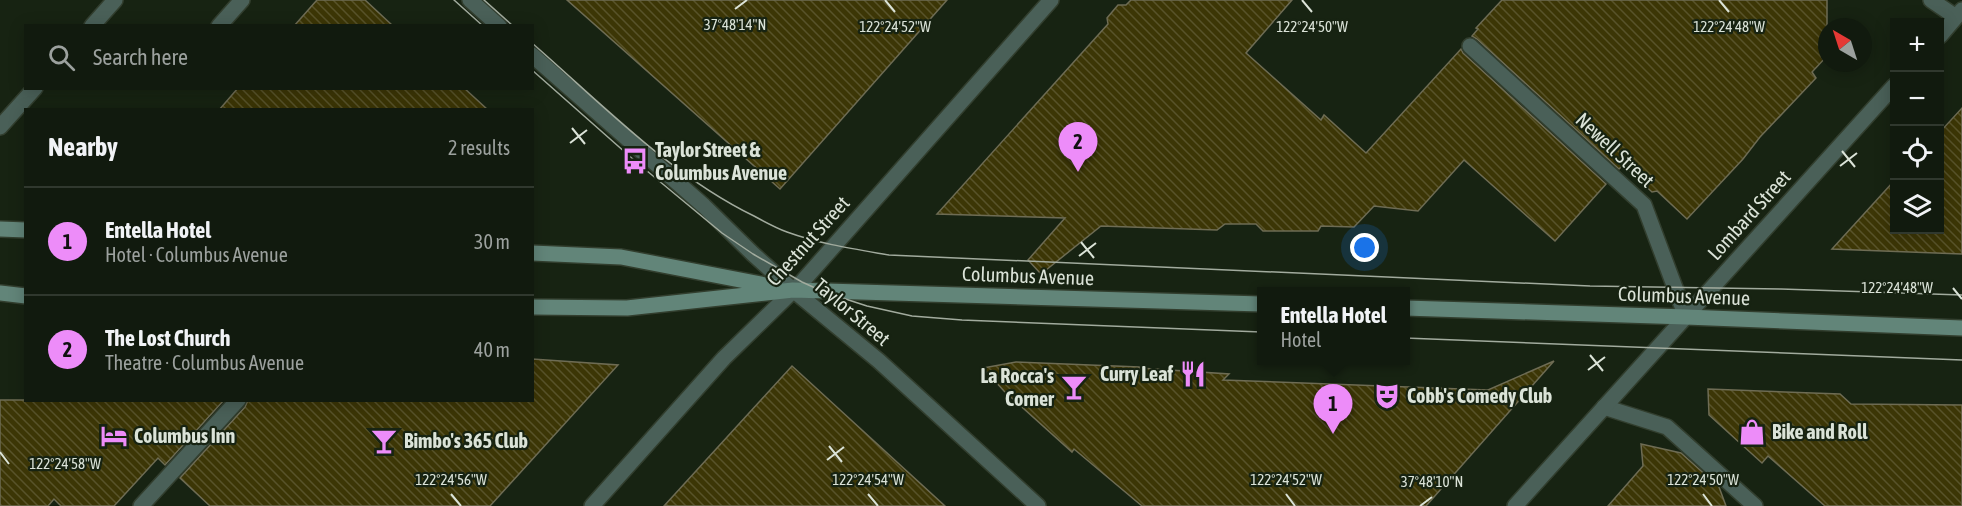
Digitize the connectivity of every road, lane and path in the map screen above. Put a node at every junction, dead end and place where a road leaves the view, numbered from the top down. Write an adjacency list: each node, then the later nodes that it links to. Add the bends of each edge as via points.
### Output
1 (115, 0): 7 (street)
2 (242, 0): 8 (street)
3 (470, 0): 9 (street)
4 (1051, 0): 19 (street, Chestnut Street)
5 (1931, 0): 6 (street)
6 (1959, 14): 10 (street)
7 (94, 24)
8 (221, 24)
9 (497, 24)
10 (1944, 31)
11 (1470, 46): 25 (street, Newell Street, via 1644,205)
12 (534, 57): 19 (street, Taylor Street)
13 (33, 90): 15 (street)
14 (1890, 90): 25 (street, Lombard Street)
15 (0, 127)
16 (0, 229): 17 (main road)
17 (24, 230)
18 (534, 254): 19 (main road, Columbus Avenue, via 621,257)
19 (793, 290): 22 (main road, Columbus Avenue); 23 (main road, Columbus Avenue, via 627,308); 30 (street, Chestnut Street, via 724,358); 31 (street, Taylor Street, via 879,361)
20 (0, 293): 21 (main road)
21 (24, 296)
22 (1257, 304)
23 (534, 307)
24 (1410, 308): 25 (main road, Columbus Avenue)
25 (1686, 316): 26 (main road, Columbus Avenue); 28 (street, Lombard Street)
26 (1962, 328)
27 (236, 402): 29 (street)
28 (1604, 406): 32 (street, Lombard Street); 33 (street, via 1667,427)
29 (141, 506)
30 (592, 506)
31 (1038, 506)
32 (1515, 506)
33 (1755, 506)

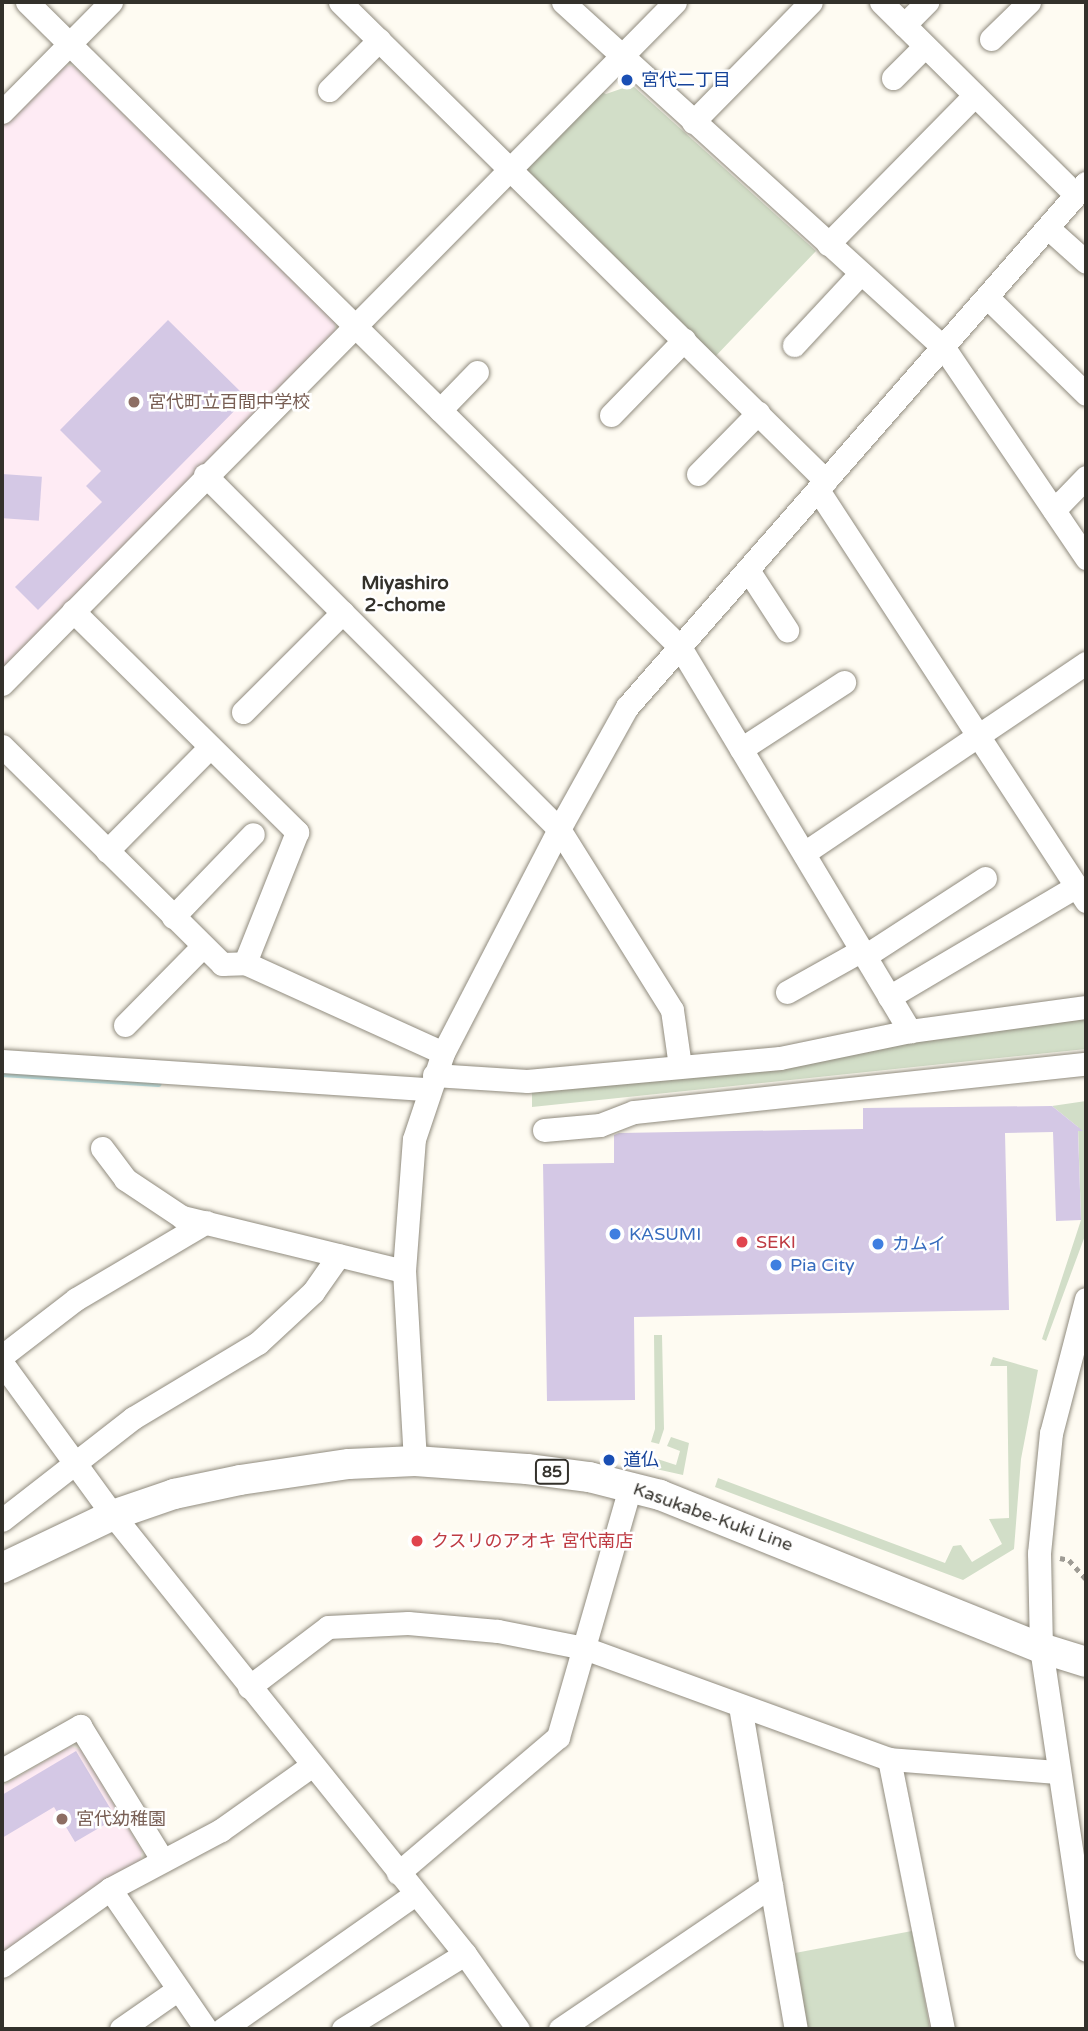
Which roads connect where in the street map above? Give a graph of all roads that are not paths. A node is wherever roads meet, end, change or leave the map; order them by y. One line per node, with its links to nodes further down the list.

▬▬▬▬▬▬

▶ **Requirement**:
In your copy of the listing, please omit the pictures and keep every word exact.

▶ **Response box**:
Digitize the connectivity of every road, lane and path in the map screen above. Put a node at every junction, dead end and place where a road leaves the view, numbered from the top down. Write an adjacency list: each node, then the later nodes that it links to. Add the bends of each edge as via points.
### Output
1 (115, 0): 7 (street)
2 (242, 0): 8 (street)
3 (470, 0): 9 (street)
4 (1051, 0): 19 (street, Chestnut Street)
5 (1931, 0): 6 (street)
6 (1959, 14): 10 (street)
7 (94, 24)
8 (221, 24)
9 (497, 24)
10 (1944, 31)
11 (1470, 46): 25 (street, Newell Street, via 1644,205)
12 (534, 57): 19 (street, Taylor Street)
13 (33, 90): 15 (street)
14 (1890, 90): 25 (street, Lombard Street)
15 (0, 127)
16 (0, 229): 17 (main road)
17 (24, 230)
18 (534, 254): 19 (main road, Columbus Avenue, via 621,257)
19 (793, 290): 22 (main road, Columbus Avenue); 23 (main road, Columbus Avenue, via 627,308); 30 (street, Chestnut Street, via 724,358); 31 (street, Taylor Street, via 879,361)
20 (0, 293): 21 (main road)
21 (24, 296)
22 (1257, 304)
23 (534, 307)
24 (1410, 308): 25 (main road, Columbus Avenue)
25 (1686, 316): 26 (main road, Columbus Avenue); 28 (street, Lombard Street)
26 (1962, 328)
27 (236, 402): 29 (street)
28 (1604, 406): 32 (street, Lombard Street); 33 (street, via 1667,427)
29 (141, 506)
30 (592, 506)
31 (1038, 506)
32 (1515, 506)
33 (1755, 506)

Which roads connect where in the street map above? Give a graph of all roads that are not paths. A node is wherever roads meet, end, change or leave the map; order them by y. One line per node, with its links to nodes further down the list.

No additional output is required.